=== Source information ===

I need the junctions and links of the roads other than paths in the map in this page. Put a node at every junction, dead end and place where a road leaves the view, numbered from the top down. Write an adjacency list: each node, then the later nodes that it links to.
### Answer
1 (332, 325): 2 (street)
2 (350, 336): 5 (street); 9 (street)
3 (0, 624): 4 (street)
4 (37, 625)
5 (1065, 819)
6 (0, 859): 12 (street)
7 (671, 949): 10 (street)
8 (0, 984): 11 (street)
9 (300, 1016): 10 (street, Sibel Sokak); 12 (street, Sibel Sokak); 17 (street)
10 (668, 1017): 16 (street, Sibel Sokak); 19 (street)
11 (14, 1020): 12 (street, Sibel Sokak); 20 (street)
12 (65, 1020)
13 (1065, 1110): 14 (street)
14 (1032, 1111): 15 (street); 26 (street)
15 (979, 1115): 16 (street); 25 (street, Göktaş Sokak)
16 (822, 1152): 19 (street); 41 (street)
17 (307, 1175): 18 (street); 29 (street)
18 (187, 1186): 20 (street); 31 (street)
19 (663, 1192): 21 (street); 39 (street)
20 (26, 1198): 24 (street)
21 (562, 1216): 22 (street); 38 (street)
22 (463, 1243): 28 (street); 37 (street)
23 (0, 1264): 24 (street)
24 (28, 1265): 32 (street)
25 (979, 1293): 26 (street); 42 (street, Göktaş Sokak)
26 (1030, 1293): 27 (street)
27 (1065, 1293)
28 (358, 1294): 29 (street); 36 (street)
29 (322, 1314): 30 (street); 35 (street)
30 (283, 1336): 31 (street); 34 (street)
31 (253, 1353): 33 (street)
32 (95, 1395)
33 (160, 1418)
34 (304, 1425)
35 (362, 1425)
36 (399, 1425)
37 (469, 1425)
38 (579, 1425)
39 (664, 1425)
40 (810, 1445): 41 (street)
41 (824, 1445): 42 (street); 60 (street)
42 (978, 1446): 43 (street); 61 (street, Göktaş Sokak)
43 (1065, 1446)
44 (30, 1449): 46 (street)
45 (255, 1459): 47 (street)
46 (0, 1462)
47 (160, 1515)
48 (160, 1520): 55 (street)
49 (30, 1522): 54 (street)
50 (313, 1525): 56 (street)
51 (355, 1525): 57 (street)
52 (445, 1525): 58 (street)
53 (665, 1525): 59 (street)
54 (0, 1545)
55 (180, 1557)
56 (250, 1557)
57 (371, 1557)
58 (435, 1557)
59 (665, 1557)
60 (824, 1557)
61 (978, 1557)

=== Work order ===
Please report every line among the entries that includes "Sokak".

=== Response to the task ===
9 (300, 1016): 10 (street, Sibel Sokak); 12 (street, Sibel Sokak); 17 (street)
10 (668, 1017): 16 (street, Sibel Sokak); 19 (street)
11 (14, 1020): 12 (street, Sibel Sokak); 20 (street)
15 (979, 1115): 16 (street); 25 (street, Göktaş Sokak)
25 (979, 1293): 26 (street); 42 (street, Göktaş Sokak)
42 (978, 1446): 43 (street); 61 (street, Göktaş Sokak)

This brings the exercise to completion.